Instead, he son died on a Saturday, 15 weeks shy of a year. We buried him on a Wednesday. Four months away from a tailgate and his first birthday. A month before he died, he was mastering the art of crawling and biting, applying the four teeth he’d acquired to anything within striking distance. Then he started throwing up and wouldn’t stop. We went into the hospital with what we assumed was a summer bug, a precautionary measure our pediatrician insisted on. Because he’d been throwing up, we thought we’d get some fluids and go. We were there for the next two weeks. In fact, we only left twice in the next month, both times for less than twenty-four hours.

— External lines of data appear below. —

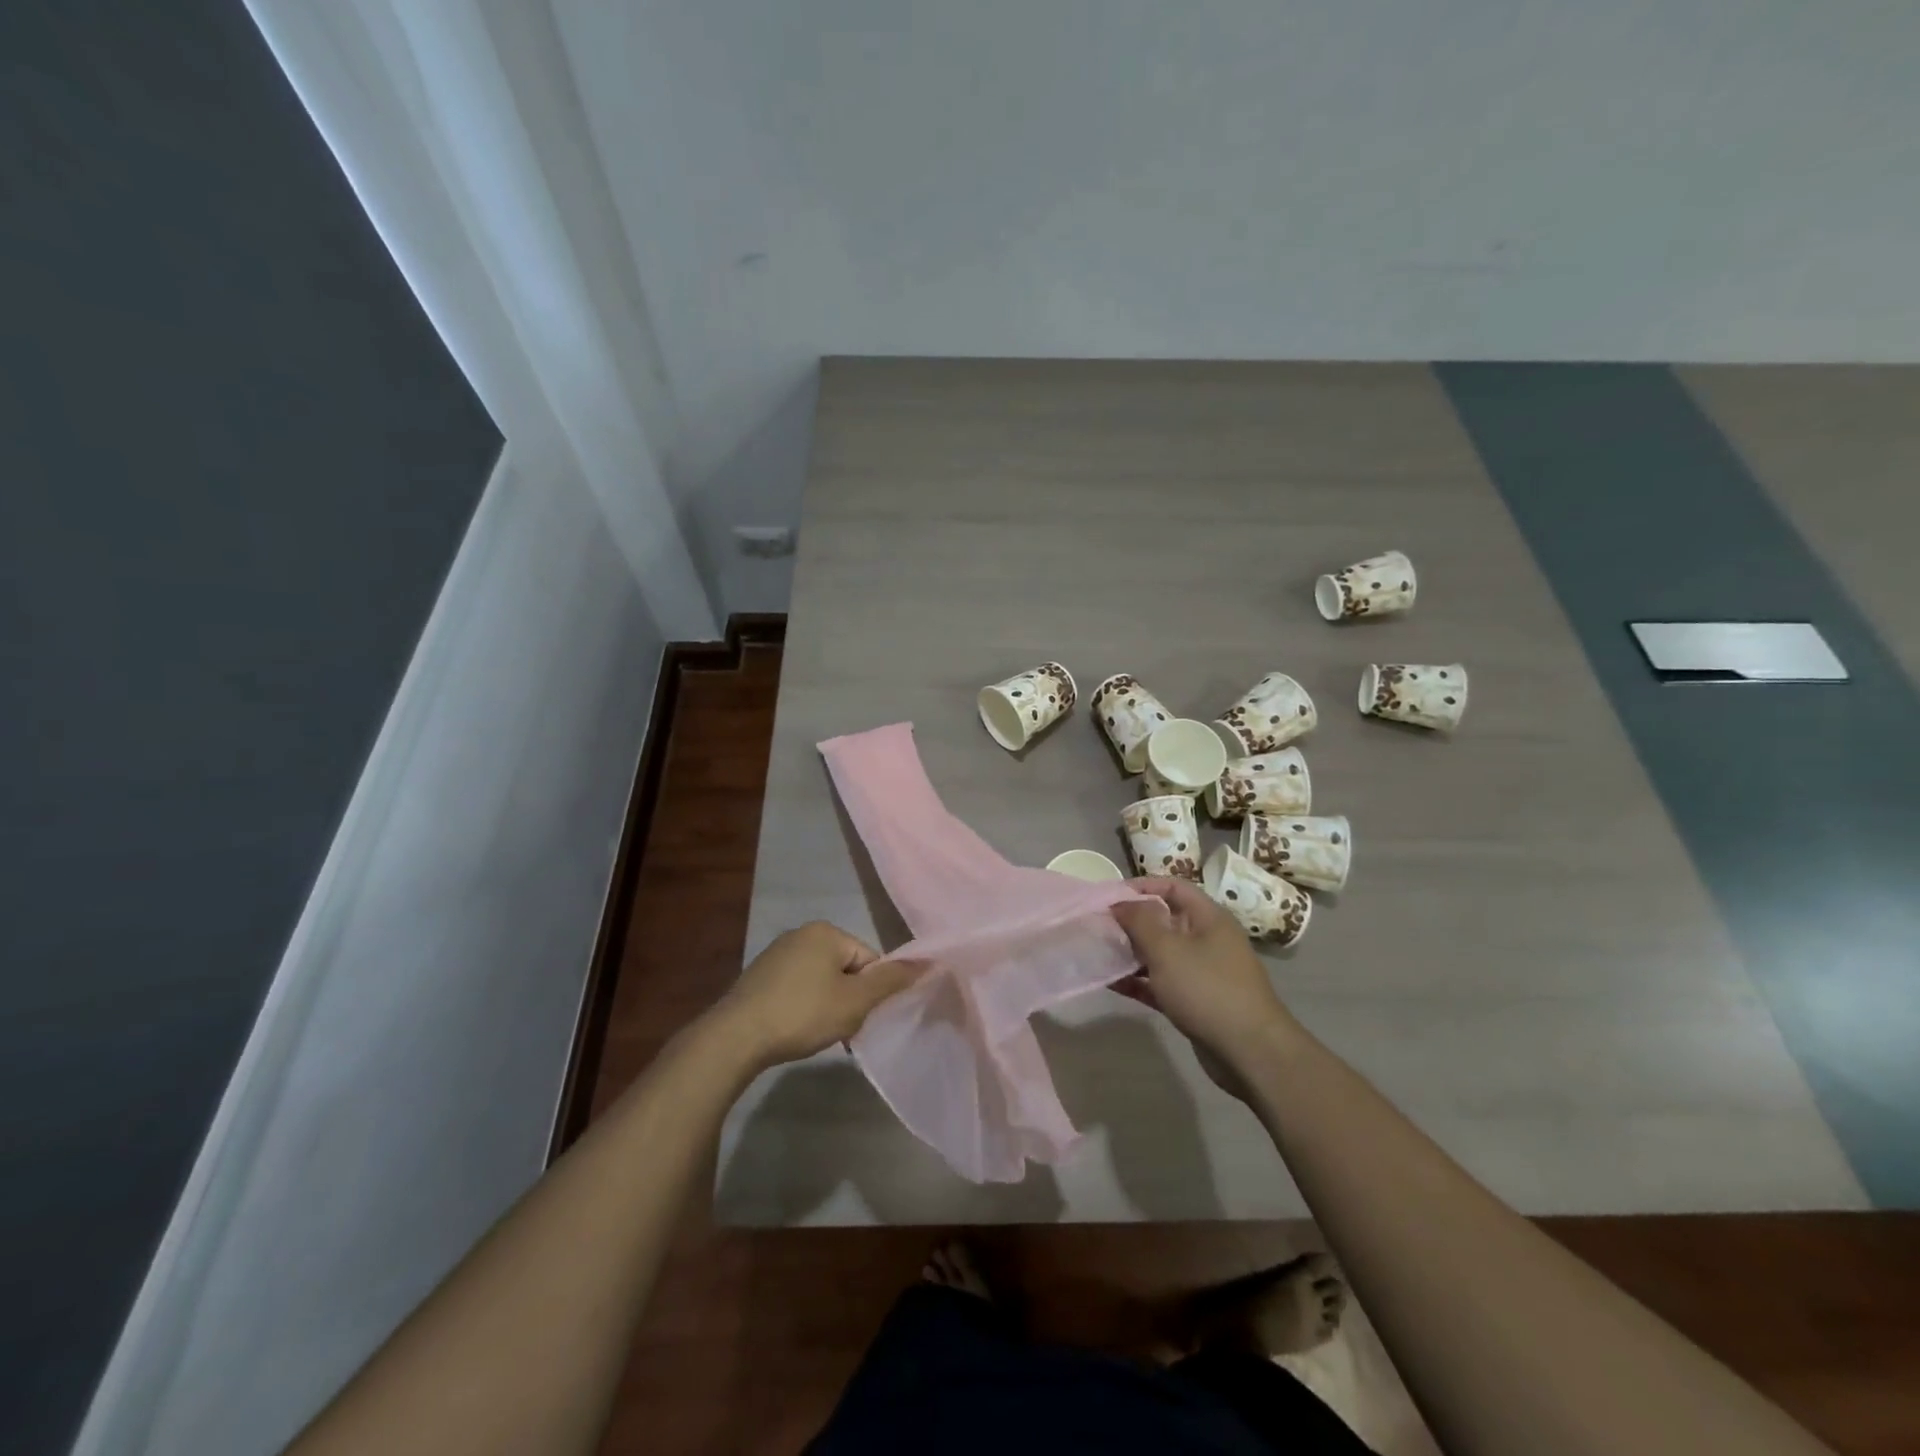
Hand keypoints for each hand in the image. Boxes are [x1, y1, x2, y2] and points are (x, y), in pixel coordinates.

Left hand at [710, 922, 921, 1070]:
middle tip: (843, 1029)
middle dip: (849, 999)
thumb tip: (928, 962)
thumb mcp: (855, 1001)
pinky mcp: (759, 977)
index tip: (862, 1018)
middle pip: (845, 968)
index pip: (869, 959)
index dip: (872, 992)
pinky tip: (796, 1030)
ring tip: (818, 1033)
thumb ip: (891, 981)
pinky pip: (797, 988)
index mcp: (826, 931)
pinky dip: (804, 1007)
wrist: (736, 1037)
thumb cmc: (803, 1013)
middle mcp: (801, 933)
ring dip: (827, 1005)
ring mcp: (776, 954)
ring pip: (821, 981)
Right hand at [1111, 878, 1295, 1090]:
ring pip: (1161, 954)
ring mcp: (1202, 972)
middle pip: (1165, 920)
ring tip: (1100, 953)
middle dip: (1132, 921)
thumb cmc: (1207, 989)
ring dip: (1132, 953)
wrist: (1250, 1052)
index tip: (1109, 897)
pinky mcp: (1195, 1001)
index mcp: (1208, 918)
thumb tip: (1120, 902)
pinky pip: (1162, 983)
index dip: (1142, 886)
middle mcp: (1207, 940)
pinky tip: (1112, 983)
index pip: (1173, 887)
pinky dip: (1140, 981)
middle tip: (1099, 926)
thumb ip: (1140, 921)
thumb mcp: (1167, 949)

No virus caused my son’s illness. Instead, a vicious tumor was lodged in his brain, tucked neatly between his brain stem and and cerebellum. An atypical teratoid rhabdoid tumor. It’s a rare tumor, the odds are a bit like winning the lottery in reverse. He was throwing up because of the immense pressure the tumor’s swelling created. A surgery removed 95% of it, the first step in what promised to be a long journey. We hoped a year of chemo would get the rest. The odds were bad but trending in our direction over time.
We never got to chemo. The tumor returned less than two weeks after the surgery, stronger and bigger than before, expanding its reach to new parts of his brain and his spine. The doctors said he never had a chance, that they had never seen a tumor so aggressive in their careers. We took him home and he died three days later in my wife’s arms. I held him until he went cold, and walked him out to the minivan the funeral home sent. It was tailor-made for such occasions with a child seat in the front seat. As if I’d ever allow my infant son to sit in the front seat of anything. I almost asked them to move him but decided that would somehow be more awkward. I bought a new car solely to avoid the possibility of a child in the front seat, an SUV with the capacity to sit three car seats in the middle seat.

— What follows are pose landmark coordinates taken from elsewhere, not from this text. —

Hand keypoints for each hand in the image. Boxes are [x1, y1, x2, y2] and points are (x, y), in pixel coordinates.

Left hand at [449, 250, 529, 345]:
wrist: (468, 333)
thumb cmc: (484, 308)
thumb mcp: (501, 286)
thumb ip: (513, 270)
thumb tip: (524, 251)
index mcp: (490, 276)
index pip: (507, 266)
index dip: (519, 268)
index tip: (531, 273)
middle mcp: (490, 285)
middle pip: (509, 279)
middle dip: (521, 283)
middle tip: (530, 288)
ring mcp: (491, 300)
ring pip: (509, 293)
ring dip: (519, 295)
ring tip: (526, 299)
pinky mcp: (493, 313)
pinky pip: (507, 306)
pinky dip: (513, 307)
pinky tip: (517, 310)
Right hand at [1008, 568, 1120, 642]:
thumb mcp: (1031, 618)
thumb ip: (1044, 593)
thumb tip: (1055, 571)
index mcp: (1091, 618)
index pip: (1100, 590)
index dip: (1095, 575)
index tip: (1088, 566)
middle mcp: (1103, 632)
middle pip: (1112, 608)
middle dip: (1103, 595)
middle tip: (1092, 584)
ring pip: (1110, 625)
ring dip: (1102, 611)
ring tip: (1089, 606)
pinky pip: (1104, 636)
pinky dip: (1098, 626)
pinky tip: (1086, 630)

I last commented on BRB two days before he got sick. Afterwards, it just fell by the wayside along with other habits and hobbies that seemed snatched from another time or another person. I followed the lockout with the casual interest of a fan who cannot avoid headlines but doesn’t care to dig. I’d long been amongst the contingent of fans that believed the NFL would find a way to slay its golden goose. It reflected my basic cynicism about the sports business model. The end of the lockout challenged my assessment- a surprising, if not robust, display of competence.

Football and I never got along to begin with. My father, grandfather, and even great-grandfather played, all for the same intermittent power of a high school team in the deep south where our family spent the last few centuries. Think "Friday Night Lights" but with pine trees. My Dad’s team went to the State Championship, but he didn’t play, the victim of a broken collarbone. My Mother’s high school (or rather, the Catholic boy’s team affiliated with her school) actually beat them, a fact she still believes entitles her to bragging rights. But my father and I, until recently, did not always get along. We had vastly different personalities. I never felt compelled to emulate him, while he never understood why I so stubbornly resisted pleasing him or anyone. We both had good points, but none of it mattered. I did not play. My brother did, a broad lineman like my father. My high school experience revolved more around anti-social endeavors. I never even attended a game.

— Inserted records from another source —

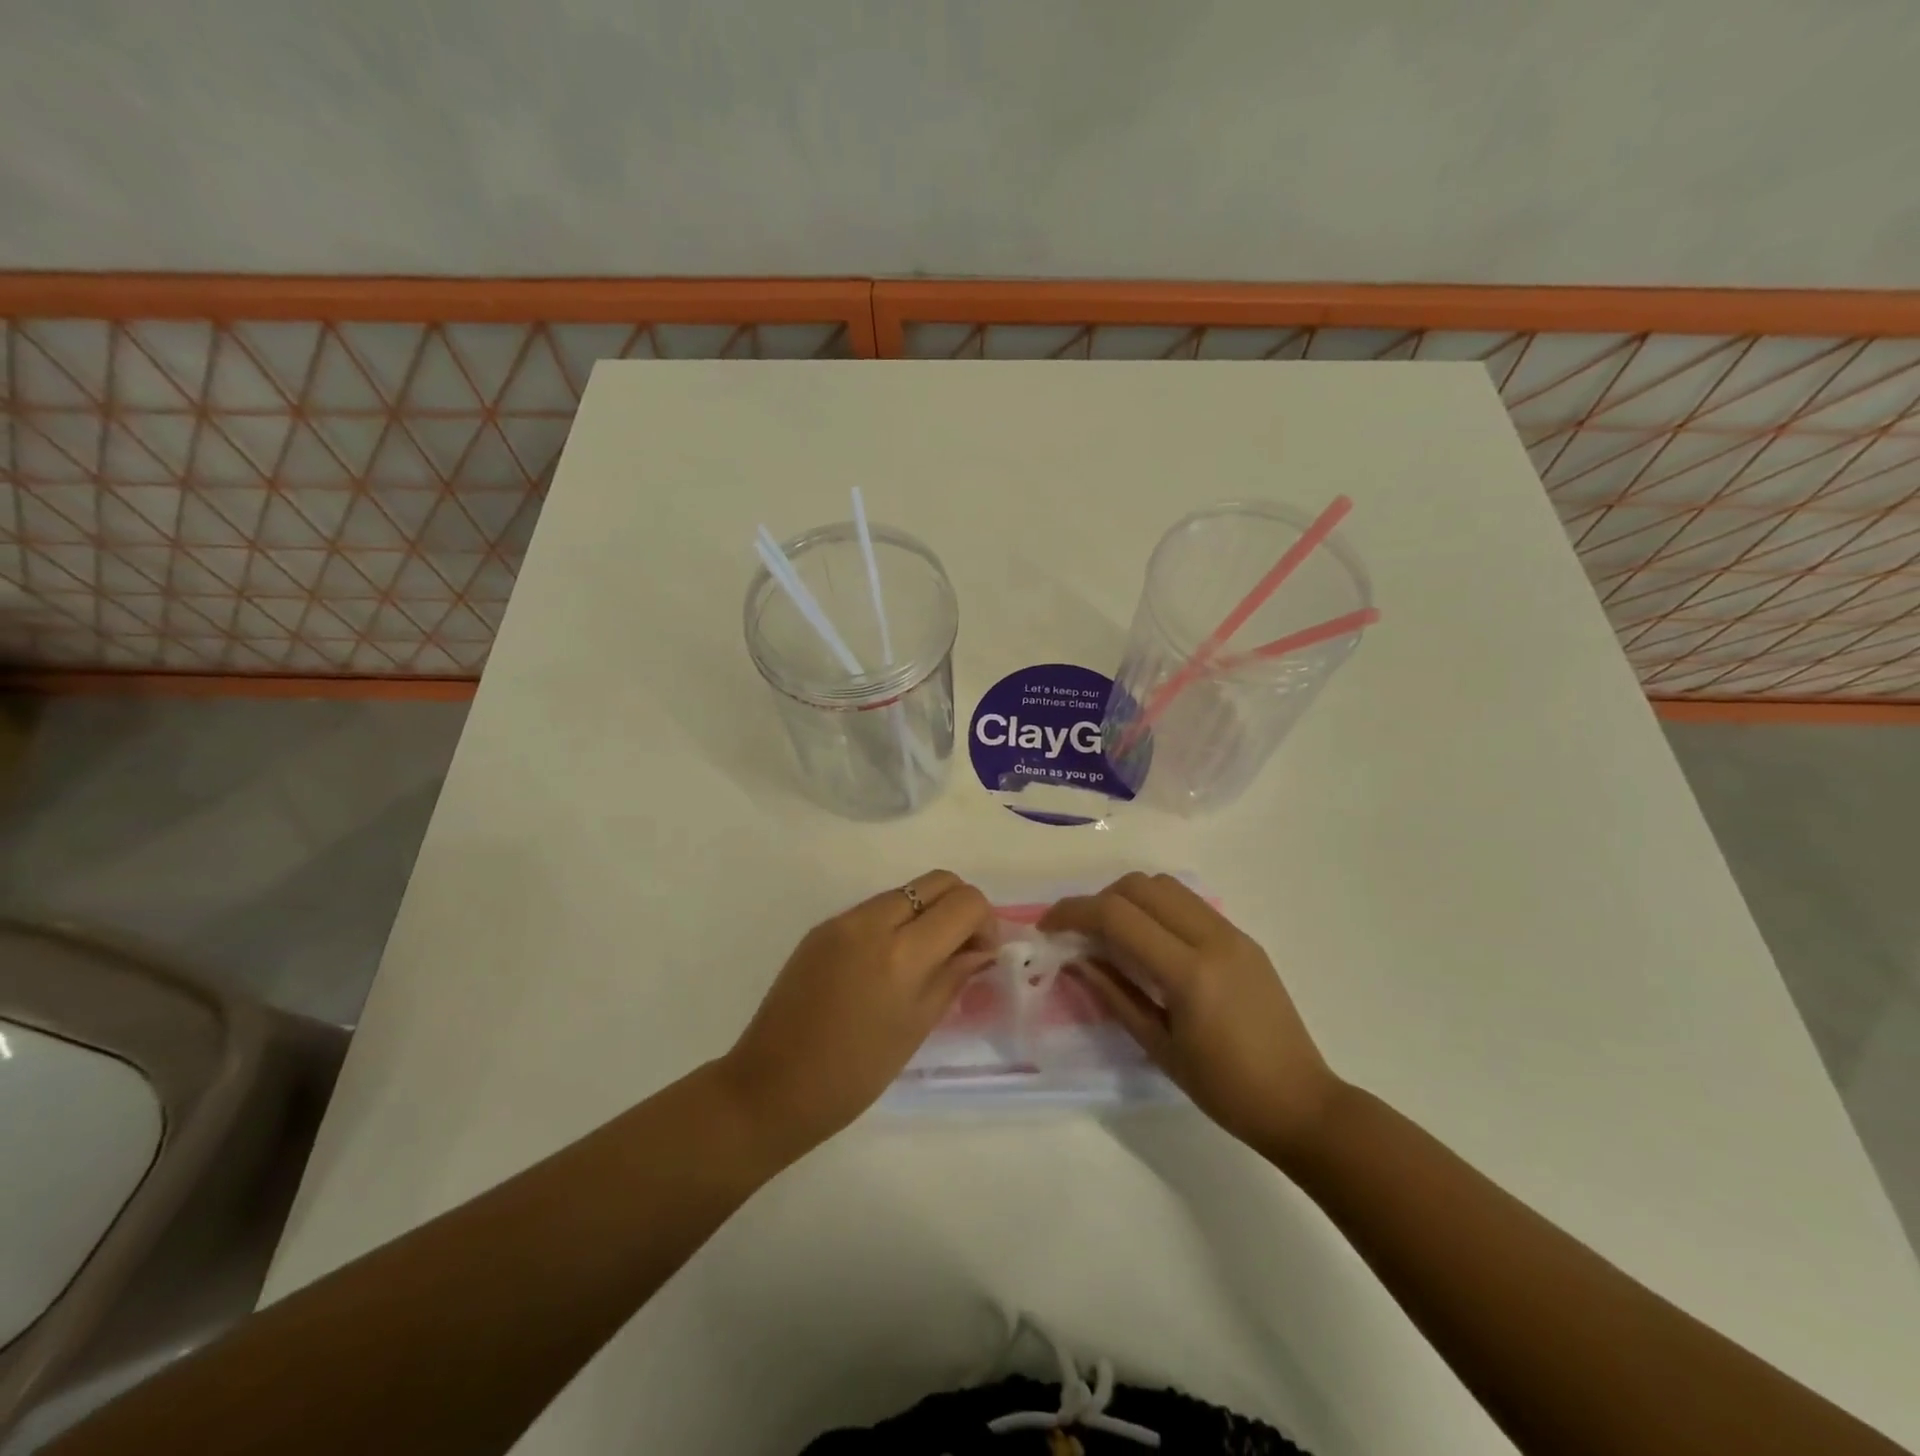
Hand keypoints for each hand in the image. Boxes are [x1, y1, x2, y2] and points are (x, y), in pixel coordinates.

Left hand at [721, 870, 996, 1157]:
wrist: (770, 1087)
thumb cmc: (853, 1074)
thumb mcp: (915, 1027)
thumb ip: (953, 976)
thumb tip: (981, 949)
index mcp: (900, 953)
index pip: (964, 902)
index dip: (985, 922)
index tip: (981, 955)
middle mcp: (871, 922)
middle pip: (937, 881)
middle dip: (960, 907)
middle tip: (961, 949)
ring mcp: (842, 921)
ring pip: (905, 892)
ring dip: (927, 914)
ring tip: (925, 960)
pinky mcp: (821, 928)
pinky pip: (874, 909)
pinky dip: (896, 923)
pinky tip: (888, 966)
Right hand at [1042, 872, 1342, 1161]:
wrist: (1302, 1103)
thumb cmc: (1225, 1090)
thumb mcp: (1159, 1047)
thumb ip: (1114, 994)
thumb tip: (1077, 958)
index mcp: (1190, 972)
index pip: (1118, 916)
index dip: (1074, 912)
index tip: (1048, 926)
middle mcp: (1212, 938)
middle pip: (1140, 886)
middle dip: (1099, 900)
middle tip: (1080, 932)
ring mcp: (1232, 934)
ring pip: (1166, 886)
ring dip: (1129, 899)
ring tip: (1113, 934)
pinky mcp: (1243, 938)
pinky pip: (1189, 903)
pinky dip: (1157, 908)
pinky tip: (1149, 942)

College gave me a second chance at fandom. I had a choice between Baylor and UT. I went to Baylor because the campus was prettier in my opinion and because UT wanted me to submit applications for all sorts of subsidiary programs that I was much, much too lazy to complete. I also wanted to get the hell away from everyone I knew in High School and they all went to UT. Bizarrely enough, stumbling onto the Baylor campus and into the worst college football school in the Big 12 somehow suited me. Baylor would not win. You could reasonably expect a front row seat in the section of your choosing, the better to watch the massacre. Football became easy shorthand to make new friends and represented a common language I quickly picked up. My freshman year, Baylor beat Kansas. You laugh, but it was their first Big 12 victory in three years. My hallmates tore down the goalposts and carried them triumphantly the few miles back from the stadium to our dorm’s common room (one of the least of the Baylor football program’s many deficiencies is that it has not had an on-campus stadium in over 75 years). I loved it.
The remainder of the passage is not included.